[Opening INFORMATION SHOWN section]

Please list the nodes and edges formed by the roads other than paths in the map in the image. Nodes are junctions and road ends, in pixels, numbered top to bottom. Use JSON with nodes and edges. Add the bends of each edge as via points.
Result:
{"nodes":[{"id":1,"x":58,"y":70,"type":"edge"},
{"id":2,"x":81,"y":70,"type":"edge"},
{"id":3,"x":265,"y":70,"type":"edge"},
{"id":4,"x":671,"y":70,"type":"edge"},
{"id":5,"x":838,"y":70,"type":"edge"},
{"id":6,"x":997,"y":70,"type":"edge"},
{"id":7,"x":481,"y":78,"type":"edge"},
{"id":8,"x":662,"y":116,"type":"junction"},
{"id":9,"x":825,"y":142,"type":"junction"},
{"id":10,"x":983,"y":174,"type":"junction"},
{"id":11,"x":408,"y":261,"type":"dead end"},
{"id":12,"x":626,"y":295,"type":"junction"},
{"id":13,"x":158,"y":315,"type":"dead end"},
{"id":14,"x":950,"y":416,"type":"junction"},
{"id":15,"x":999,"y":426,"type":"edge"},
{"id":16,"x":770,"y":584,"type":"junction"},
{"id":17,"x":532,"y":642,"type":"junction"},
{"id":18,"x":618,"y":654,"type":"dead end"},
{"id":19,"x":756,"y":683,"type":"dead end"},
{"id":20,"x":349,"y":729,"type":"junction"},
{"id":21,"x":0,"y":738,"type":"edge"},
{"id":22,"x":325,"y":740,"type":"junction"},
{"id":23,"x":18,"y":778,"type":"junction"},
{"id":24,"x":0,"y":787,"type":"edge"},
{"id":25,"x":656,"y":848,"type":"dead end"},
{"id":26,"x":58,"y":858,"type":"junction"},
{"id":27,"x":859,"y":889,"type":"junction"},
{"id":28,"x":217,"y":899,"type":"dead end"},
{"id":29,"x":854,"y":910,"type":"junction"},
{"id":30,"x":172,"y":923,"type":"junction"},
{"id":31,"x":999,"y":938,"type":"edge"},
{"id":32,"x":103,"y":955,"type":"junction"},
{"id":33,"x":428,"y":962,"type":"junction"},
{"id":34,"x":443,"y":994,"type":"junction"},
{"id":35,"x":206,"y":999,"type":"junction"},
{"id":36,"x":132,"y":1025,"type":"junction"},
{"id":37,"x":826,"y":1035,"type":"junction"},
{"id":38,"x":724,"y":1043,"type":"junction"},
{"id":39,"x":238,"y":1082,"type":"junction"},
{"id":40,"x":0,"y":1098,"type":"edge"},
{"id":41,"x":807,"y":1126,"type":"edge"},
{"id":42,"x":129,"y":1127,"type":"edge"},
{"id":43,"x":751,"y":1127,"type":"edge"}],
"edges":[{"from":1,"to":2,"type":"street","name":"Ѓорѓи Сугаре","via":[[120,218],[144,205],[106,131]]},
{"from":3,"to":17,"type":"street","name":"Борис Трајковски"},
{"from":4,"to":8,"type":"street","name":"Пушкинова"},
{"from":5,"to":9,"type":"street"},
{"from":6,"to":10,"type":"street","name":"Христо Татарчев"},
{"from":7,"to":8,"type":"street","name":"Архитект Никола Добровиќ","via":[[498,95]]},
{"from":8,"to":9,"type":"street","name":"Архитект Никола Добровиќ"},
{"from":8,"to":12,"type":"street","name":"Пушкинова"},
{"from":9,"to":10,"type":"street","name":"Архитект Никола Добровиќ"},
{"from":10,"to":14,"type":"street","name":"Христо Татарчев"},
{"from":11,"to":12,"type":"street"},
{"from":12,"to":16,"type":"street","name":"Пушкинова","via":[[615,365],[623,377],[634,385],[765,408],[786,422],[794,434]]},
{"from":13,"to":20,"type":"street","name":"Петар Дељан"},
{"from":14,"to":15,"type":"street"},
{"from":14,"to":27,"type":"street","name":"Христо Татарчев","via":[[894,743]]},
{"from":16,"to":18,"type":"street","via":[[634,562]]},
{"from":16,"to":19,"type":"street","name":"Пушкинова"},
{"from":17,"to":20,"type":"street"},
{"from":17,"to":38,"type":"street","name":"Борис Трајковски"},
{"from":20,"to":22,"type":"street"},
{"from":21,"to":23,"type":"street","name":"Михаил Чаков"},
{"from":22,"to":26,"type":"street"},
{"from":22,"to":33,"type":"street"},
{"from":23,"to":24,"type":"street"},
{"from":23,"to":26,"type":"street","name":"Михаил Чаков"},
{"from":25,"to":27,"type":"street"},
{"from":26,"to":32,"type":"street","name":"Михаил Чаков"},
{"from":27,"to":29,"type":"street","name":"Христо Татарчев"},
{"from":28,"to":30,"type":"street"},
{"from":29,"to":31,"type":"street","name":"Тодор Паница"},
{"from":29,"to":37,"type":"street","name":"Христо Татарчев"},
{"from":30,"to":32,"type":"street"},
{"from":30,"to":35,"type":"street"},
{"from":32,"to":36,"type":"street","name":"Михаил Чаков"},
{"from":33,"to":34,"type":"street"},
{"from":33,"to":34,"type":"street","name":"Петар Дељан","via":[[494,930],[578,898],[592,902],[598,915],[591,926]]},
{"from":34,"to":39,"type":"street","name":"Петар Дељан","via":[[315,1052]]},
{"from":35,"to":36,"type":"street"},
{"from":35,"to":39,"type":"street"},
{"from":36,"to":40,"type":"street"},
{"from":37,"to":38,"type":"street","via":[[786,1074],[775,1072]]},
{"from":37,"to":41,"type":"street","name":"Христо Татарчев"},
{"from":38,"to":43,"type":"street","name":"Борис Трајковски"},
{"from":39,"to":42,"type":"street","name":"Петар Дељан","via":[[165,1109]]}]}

[Closing INFORMATION SHOWN section]

### WHAT TO WORK ON
Word for word, transcribe each record.

### SOLUTION FOR THIS TASK
Please list the nodes and edges formed by the roads other than paths in the map in the image. Nodes are junctions and road ends, in pixels, numbered top to bottom. Use JSON with nodes and edges. Add the bends of each edge as via points.
Result:
{"nodes":[{"id":1,"x":58,"y":70,"type":"edge"},
{"id":2,"x":81,"y":70,"type":"edge"},
{"id":3,"x":265,"y":70,"type":"edge"},
{"id":4,"x":671,"y":70,"type":"edge"},
{"id":5,"x":838,"y":70,"type":"edge"},
{"id":6,"x":997,"y":70,"type":"edge"},
{"id":7,"x":481,"y":78,"type":"edge"},
{"id":8,"x":662,"y":116,"type":"junction"},
{"id":9,"x":825,"y":142,"type":"junction"},
{"id":10,"x":983,"y":174,"type":"junction"},
{"id":11,"x":408,"y":261,"type":"dead end"},
{"id":12,"x":626,"y":295,"type":"junction"},
{"id":13,"x":158,"y":315,"type":"dead end"},
{"id":14,"x":950,"y":416,"type":"junction"},
{"id":15,"x":999,"y":426,"type":"edge"},
{"id":16,"x":770,"y":584,"type":"junction"},
{"id":17,"x":532,"y":642,"type":"junction"},
{"id":18,"x":618,"y":654,"type":"dead end"},
{"id":19,"x":756,"y":683,"type":"dead end"},
{"id":20,"x":349,"y":729,"type":"junction"},
{"id":21,"x":0,"y":738,"type":"edge"},
{"id":22,"x":325,"y":740,"type":"junction"},
{"id":23,"x":18,"y":778,"type":"junction"},
{"id":24,"x":0,"y":787,"type":"edge"},
{"id":25,"x":656,"y":848,"type":"dead end"},
{"id":26,"x":58,"y":858,"type":"junction"},
{"id":27,"x":859,"y":889,"type":"junction"},
{"id":28,"x":217,"y":899,"type":"dead end"},
{"id":29,"x":854,"y":910,"type":"junction"},
{"id":30,"x":172,"y":923,"type":"junction"},
{"id":31,"x":999,"y":938,"type":"edge"},
{"id":32,"x":103,"y":955,"type":"junction"},
{"id":33,"x":428,"y":962,"type":"junction"},
{"id":34,"x":443,"y":994,"type":"junction"},
{"id":35,"x":206,"y":999,"type":"junction"},
{"id":36,"x":132,"y":1025,"type":"junction"},
{"id":37,"x":826,"y":1035,"type":"junction"},
{"id":38,"x":724,"y":1043,"type":"junction"},
{"id":39,"x":238,"y":1082,"type":"junction"},
{"id":40,"x":0,"y":1098,"type":"edge"},
{"id":41,"x":807,"y":1126,"type":"edge"},
{"id":42,"x":129,"y":1127,"type":"edge"},
{"id":43,"x":751,"y":1127,"type":"edge"}],
"edges":[{"from":1,"to":2,"type":"street","name":"Ѓорѓи Сугаре","via":[[120,218],[144,205],[106,131]]},
{"from":3,"to":17,"type":"street","name":"Борис Трајковски"},
{"from":4,"to":8,"type":"street","name":"Пушкинова"},
{"from":5,"to":9,"type":"street"},
{"from":6,"to":10,"type":"street","name":"Христо Татарчев"},
{"from":7,"to":8,"type":"street","name":"Архитект Никола Добровиќ","via":[[498,95]]},
{"from":8,"to":9,"type":"street","name":"Архитект Никола Добровиќ"},
{"from":8,"to":12,"type":"street","name":"Пушкинова"},
{"from":9,"to":10,"type":"street","name":"Архитект Никола Добровиќ"},
{"from":10,"to":14,"type":"street","name":"Христо Татарчев"},
{"from":11,"to":12,"type":"street"},
{"from":12,"to":16,"type":"street","name":"Пушкинова","via":[[615,365],[623,377],[634,385],[765,408],[786,422],[794,434]]},
{"from":13,"to":20,"type":"street","name":"Петар Дељан"},
{"from":14,"to":15,"type":"street"},
{"from":14,"to":27,"type":"street","name":"Христо Татарчев","via":[[894,743]]},
{"from":16,"to":18,"type":"street","via":[[634,562]]},
{"from":16,"to":19,"type":"street","name":"Пушкинова"},
{"from":17,"to":20,"type":"street"},
{"from":17,"to":38,"type":"street","name":"Борис Трајковски"},
{"from":20,"to":22,"type":"street"},
{"from":21,"to":23,"type":"street","name":"Михаил Чаков"},
{"from":22,"to":26,"type":"street"},
{"from":22,"to":33,"type":"street"},
{"from":23,"to":24,"type":"street"},
{"from":23,"to":26,"type":"street","name":"Михаил Чаков"},
{"from":25,"to":27,"type":"street"},
{"from":26,"to":32,"type":"street","name":"Михаил Чаков"},
{"from":27,"to":29,"type":"street","name":"Христо Татарчев"},
{"from":28,"to":30,"type":"street"},
{"from":29,"to":31,"type":"street","name":"Тодор Паница"},
{"from":29,"to":37,"type":"street","name":"Христо Татарчев"},
{"from":30,"to":32,"type":"street"},
{"from":30,"to":35,"type":"street"},
{"from":32,"to":36,"type":"street","name":"Михаил Чаков"},
{"from":33,"to":34,"type":"street"},
{"from":33,"to":34,"type":"street","name":"Петар Дељан","via":[[494,930],[578,898],[592,902],[598,915],[591,926]]},
{"from":34,"to":39,"type":"street","name":"Петар Дељан","via":[[315,1052]]},
{"from":35,"to":36,"type":"street"},
{"from":35,"to":39,"type":"street"},
{"from":36,"to":40,"type":"street"},
{"from":37,"to":38,"type":"street","via":[[786,1074],[775,1072]]},
{"from":37,"to":41,"type":"street","name":"Христо Татарчев"},
{"from":38,"to":43,"type":"street","name":"Борис Трајковски"},
{"from":39,"to":42,"type":"street","name":"Петар Дељан","via":[[165,1109]]}]}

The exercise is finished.